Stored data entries

——

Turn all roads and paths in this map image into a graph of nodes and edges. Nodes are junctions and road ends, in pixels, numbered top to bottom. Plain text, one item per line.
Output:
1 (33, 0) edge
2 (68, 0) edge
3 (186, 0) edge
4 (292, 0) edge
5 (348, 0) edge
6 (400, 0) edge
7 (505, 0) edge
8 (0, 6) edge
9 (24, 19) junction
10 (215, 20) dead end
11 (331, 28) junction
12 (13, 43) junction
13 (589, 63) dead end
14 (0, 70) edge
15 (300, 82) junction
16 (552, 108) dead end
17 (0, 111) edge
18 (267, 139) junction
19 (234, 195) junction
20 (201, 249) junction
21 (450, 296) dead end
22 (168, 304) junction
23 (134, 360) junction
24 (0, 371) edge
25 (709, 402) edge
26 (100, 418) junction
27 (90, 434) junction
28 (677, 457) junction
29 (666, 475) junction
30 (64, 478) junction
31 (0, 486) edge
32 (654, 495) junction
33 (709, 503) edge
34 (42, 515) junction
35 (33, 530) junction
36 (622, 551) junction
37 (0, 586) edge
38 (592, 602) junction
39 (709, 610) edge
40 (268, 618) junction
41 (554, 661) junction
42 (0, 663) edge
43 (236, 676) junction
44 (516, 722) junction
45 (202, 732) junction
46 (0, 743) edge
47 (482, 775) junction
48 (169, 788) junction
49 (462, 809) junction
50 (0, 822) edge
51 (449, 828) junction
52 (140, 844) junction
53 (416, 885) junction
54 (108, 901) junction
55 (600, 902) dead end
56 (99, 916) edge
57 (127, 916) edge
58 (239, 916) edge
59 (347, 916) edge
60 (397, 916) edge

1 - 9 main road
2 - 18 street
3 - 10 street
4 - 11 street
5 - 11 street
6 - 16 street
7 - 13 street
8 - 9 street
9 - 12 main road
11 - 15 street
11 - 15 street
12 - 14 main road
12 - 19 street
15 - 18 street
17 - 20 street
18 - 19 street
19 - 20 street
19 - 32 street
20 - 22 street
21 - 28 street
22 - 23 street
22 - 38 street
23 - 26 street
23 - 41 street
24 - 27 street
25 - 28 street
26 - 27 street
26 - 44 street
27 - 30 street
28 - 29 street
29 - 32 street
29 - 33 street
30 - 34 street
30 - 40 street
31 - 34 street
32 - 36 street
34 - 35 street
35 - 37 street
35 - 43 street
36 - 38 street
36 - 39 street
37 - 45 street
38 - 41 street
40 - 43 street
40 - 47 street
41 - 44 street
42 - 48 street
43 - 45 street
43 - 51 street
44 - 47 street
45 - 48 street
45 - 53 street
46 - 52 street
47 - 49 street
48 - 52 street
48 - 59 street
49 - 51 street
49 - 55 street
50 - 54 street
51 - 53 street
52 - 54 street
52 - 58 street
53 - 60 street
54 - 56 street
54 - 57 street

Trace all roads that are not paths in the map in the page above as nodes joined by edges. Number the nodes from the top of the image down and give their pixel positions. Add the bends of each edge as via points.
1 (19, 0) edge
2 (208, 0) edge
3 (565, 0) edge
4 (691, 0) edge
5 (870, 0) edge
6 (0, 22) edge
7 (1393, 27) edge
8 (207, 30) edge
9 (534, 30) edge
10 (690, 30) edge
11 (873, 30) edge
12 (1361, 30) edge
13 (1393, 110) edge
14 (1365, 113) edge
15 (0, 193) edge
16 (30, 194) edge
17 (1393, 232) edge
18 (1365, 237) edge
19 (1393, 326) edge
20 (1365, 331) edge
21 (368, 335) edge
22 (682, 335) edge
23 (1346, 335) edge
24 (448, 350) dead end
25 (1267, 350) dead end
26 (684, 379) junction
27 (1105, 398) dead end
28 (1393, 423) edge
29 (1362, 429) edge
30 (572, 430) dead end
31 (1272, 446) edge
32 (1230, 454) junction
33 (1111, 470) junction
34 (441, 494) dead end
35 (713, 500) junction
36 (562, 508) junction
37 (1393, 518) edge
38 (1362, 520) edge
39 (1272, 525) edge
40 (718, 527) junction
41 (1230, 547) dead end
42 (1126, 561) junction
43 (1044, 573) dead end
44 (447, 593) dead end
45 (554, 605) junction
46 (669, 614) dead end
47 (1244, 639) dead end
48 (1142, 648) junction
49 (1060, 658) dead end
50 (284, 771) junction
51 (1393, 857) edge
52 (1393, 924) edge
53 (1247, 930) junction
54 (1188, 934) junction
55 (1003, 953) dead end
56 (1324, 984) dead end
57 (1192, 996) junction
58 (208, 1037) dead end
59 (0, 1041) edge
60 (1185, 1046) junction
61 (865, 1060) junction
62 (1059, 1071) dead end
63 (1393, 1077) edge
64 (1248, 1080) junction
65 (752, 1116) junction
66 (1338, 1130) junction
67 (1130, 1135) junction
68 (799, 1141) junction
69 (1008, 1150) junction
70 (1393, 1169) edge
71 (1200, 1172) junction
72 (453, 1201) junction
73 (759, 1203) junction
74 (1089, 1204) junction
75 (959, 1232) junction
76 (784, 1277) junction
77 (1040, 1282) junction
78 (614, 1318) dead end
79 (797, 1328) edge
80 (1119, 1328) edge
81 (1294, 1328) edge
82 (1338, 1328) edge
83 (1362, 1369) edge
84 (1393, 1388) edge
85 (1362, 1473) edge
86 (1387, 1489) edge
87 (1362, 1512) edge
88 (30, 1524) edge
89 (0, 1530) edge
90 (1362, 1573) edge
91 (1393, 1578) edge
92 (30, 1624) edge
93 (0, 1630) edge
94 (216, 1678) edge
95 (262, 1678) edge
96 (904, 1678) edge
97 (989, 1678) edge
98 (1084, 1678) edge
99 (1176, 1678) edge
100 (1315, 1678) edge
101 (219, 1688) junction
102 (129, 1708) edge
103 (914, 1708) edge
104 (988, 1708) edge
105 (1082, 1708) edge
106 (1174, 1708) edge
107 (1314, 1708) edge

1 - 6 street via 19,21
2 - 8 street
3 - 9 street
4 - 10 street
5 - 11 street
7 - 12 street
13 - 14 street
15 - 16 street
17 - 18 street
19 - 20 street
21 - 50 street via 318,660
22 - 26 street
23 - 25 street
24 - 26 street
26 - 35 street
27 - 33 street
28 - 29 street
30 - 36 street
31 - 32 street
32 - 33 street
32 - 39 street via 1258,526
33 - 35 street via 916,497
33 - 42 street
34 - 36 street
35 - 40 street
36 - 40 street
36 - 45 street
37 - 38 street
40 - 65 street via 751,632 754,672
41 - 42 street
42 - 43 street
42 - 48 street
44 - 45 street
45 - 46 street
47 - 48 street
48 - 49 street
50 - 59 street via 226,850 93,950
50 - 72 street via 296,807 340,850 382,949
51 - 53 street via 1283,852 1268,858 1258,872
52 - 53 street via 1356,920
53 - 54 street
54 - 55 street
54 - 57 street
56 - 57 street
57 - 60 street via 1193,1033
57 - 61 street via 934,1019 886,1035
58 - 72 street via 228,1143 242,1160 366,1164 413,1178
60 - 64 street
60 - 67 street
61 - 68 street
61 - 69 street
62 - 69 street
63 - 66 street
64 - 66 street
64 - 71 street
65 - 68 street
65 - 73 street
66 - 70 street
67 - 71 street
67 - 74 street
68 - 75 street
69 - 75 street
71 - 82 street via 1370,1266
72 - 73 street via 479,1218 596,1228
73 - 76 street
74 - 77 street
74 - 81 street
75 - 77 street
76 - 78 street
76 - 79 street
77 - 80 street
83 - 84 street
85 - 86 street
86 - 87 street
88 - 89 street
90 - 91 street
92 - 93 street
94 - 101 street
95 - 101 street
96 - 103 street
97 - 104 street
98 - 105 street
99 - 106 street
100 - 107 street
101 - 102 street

——

What is needed is a verbatim copy of the data, complete from first line to last.

**OUTPUT**:
Turn all roads and paths in this map image into a graph of nodes and edges. Nodes are junctions and road ends, in pixels, numbered top to bottom. Plain text, one item per line.
Output:
1 (33, 0) edge
2 (68, 0) edge
3 (186, 0) edge
4 (292, 0) edge
5 (348, 0) edge
6 (400, 0) edge
7 (505, 0) edge
8 (0, 6) edge
9 (24, 19) junction
10 (215, 20) dead end
11 (331, 28) junction
12 (13, 43) junction
13 (589, 63) dead end
14 (0, 70) edge
15 (300, 82) junction
16 (552, 108) dead end
17 (0, 111) edge
18 (267, 139) junction
19 (234, 195) junction
20 (201, 249) junction
21 (450, 296) dead end
22 (168, 304) junction
23 (134, 360) junction
24 (0, 371) edge
25 (709, 402) edge
26 (100, 418) junction
27 (90, 434) junction
28 (677, 457) junction
29 (666, 475) junction
30 (64, 478) junction
31 (0, 486) edge
32 (654, 495) junction
33 (709, 503) edge
34 (42, 515) junction
35 (33, 530) junction
36 (622, 551) junction
37 (0, 586) edge
38 (592, 602) junction
39 (709, 610) edge
40 (268, 618) junction
41 (554, 661) junction
42 (0, 663) edge
43 (236, 676) junction
44 (516, 722) junction
45 (202, 732) junction
46 (0, 743) edge
47 (482, 775) junction
48 (169, 788) junction
49 (462, 809) junction
50 (0, 822) edge
51 (449, 828) junction
52 (140, 844) junction
53 (416, 885) junction
54 (108, 901) junction
55 (600, 902) dead end
56 (99, 916) edge
57 (127, 916) edge
58 (239, 916) edge
59 (347, 916) edge
60 (397, 916) edge

1 - 9 main road
2 - 18 street
3 - 10 street
4 - 11 street
5 - 11 street
6 - 16 street
7 - 13 street
8 - 9 street
9 - 12 main road
11 - 15 street
11 - 15 street
12 - 14 main road
12 - 19 street
15 - 18 street
17 - 20 street
18 - 19 street
19 - 20 street
19 - 32 street
20 - 22 street
21 - 28 street
22 - 23 street
22 - 38 street
23 - 26 street
23 - 41 street
24 - 27 street
25 - 28 street
26 - 27 street
26 - 44 street
27 - 30 street
28 - 29 street
29 - 32 street
29 - 33 street
30 - 34 street
30 - 40 street
31 - 34 street
32 - 36 street
34 - 35 street
35 - 37 street
35 - 43 street
36 - 38 street
36 - 39 street
37 - 45 street
38 - 41 street
40 - 43 street
40 - 47 street
41 - 44 street
42 - 48 street
43 - 45 street
43 - 51 street
44 - 47 street
45 - 48 street
45 - 53 street
46 - 52 street
47 - 49 street
48 - 52 street
48 - 59 street
49 - 51 street
49 - 55 street
50 - 54 street
51 - 53 street
52 - 54 street
52 - 58 street
53 - 60 street
54 - 56 street
54 - 57 street

Trace all roads that are not paths in the map in the page above as nodes joined by edges. Number the nodes from the top of the image down and give their pixel positions. Add the bends of each edge as via points.
1 (19, 0) edge
2 (208, 0) edge
3 (565, 0) edge
4 (691, 0) edge
5 (870, 0) edge
6 (0, 22) edge
7 (1393, 27) edge
8 (207, 30) edge
9 (534, 30) edge
10 (690, 30) edge
11 (873, 30) edge
12 (1361, 30) edge
13 (1393, 110) edge
14 (1365, 113) edge
15 (0, 193) edge
16 (30, 194) edge
17 (1393, 232) edge
18 (1365, 237) edge
19 (1393, 326) edge
20 (1365, 331) edge
21 (368, 335) edge
22 (682, 335) edge
23 (1346, 335) edge
24 (448, 350) dead end
25 (1267, 350) dead end
26 (684, 379) junction
27 (1105, 398) dead end
28 (1393, 423) edge
29 (1362, 429) edge
30 (572, 430) dead end
31 (1272, 446) edge
32 (1230, 454) junction
33 (1111, 470) junction
34 (441, 494) dead end
35 (713, 500) junction
36 (562, 508) junction
37 (1393, 518) edge
38 (1362, 520) edge
39 (1272, 525) edge
40 (718, 527) junction
41 (1230, 547) dead end
42 (1126, 561) junction
43 (1044, 573) dead end
44 (447, 593) dead end
45 (554, 605) junction
46 (669, 614) dead end
47 (1244, 639) dead end
48 (1142, 648) junction
49 (1060, 658) dead end
50 (284, 771) junction
51 (1393, 857) edge
52 (1393, 924) edge
53 (1247, 930) junction
54 (1188, 934) junction
55 (1003, 953) dead end
56 (1324, 984) dead end
57 (1192, 996) junction
58 (208, 1037) dead end
59 (0, 1041) edge
60 (1185, 1046) junction
61 (865, 1060) junction
62 (1059, 1071) dead end
63 (1393, 1077) edge
64 (1248, 1080) junction
65 (752, 1116) junction
66 (1338, 1130) junction
67 (1130, 1135) junction
68 (799, 1141) junction
69 (1008, 1150) junction
70 (1393, 1169) edge
71 (1200, 1172) junction
72 (453, 1201) junction
73 (759, 1203) junction
74 (1089, 1204) junction
75 (959, 1232) junction
76 (784, 1277) junction
77 (1040, 1282) junction
78 (614, 1318) dead end
79 (797, 1328) edge
80 (1119, 1328) edge
81 (1294, 1328) edge
82 (1338, 1328) edge
83 (1362, 1369) edge
84 (1393, 1388) edge
85 (1362, 1473) edge
86 (1387, 1489) edge
87 (1362, 1512) edge
88 (30, 1524) edge
89 (0, 1530) edge
90 (1362, 1573) edge
91 (1393, 1578) edge
92 (30, 1624) edge
93 (0, 1630) edge
94 (216, 1678) edge
95 (262, 1678) edge
96 (904, 1678) edge
97 (989, 1678) edge
98 (1084, 1678) edge
99 (1176, 1678) edge
100 (1315, 1678) edge
101 (219, 1688) junction
102 (129, 1708) edge
103 (914, 1708) edge
104 (988, 1708) edge
105 (1082, 1708) edge
106 (1174, 1708) edge
107 (1314, 1708) edge

1 - 6 street via 19,21
2 - 8 street
3 - 9 street
4 - 10 street
5 - 11 street
7 - 12 street
13 - 14 street
15 - 16 street
17 - 18 street
19 - 20 street
21 - 50 street via 318,660
22 - 26 street
23 - 25 street
24 - 26 street
26 - 35 street
27 - 33 street
28 - 29 street
30 - 36 street
31 - 32 street
32 - 33 street
32 - 39 street via 1258,526
33 - 35 street via 916,497
33 - 42 street
34 - 36 street
35 - 40 street
36 - 40 street
36 - 45 street
37 - 38 street
40 - 65 street via 751,632 754,672
41 - 42 street
42 - 43 street
42 - 48 street
44 - 45 street
45 - 46 street
47 - 48 street
48 - 49 street
50 - 59 street via 226,850 93,950
50 - 72 street via 296,807 340,850 382,949
51 - 53 street via 1283,852 1268,858 1258,872
52 - 53 street via 1356,920
53 - 54 street
54 - 55 street
54 - 57 street
56 - 57 street
57 - 60 street via 1193,1033
57 - 61 street via 934,1019 886,1035
58 - 72 street via 228,1143 242,1160 366,1164 413,1178
60 - 64 street
60 - 67 street
61 - 68 street
61 - 69 street
62 - 69 street
63 - 66 street
64 - 66 street
64 - 71 street
65 - 68 street
65 - 73 street
66 - 70 street
67 - 71 street
67 - 74 street
68 - 75 street
69 - 75 street
71 - 82 street via 1370,1266
72 - 73 street via 479,1218 596,1228
73 - 76 street
74 - 77 street
74 - 81 street
75 - 77 street
76 - 78 street
76 - 79 street
77 - 80 street
83 - 84 street
85 - 86 street
86 - 87 street
88 - 89 street
90 - 91 street
92 - 93 street
94 - 101 street
95 - 101 street
96 - 103 street
97 - 104 street
98 - 105 street
99 - 106 street
100 - 107 street
101 - 102 street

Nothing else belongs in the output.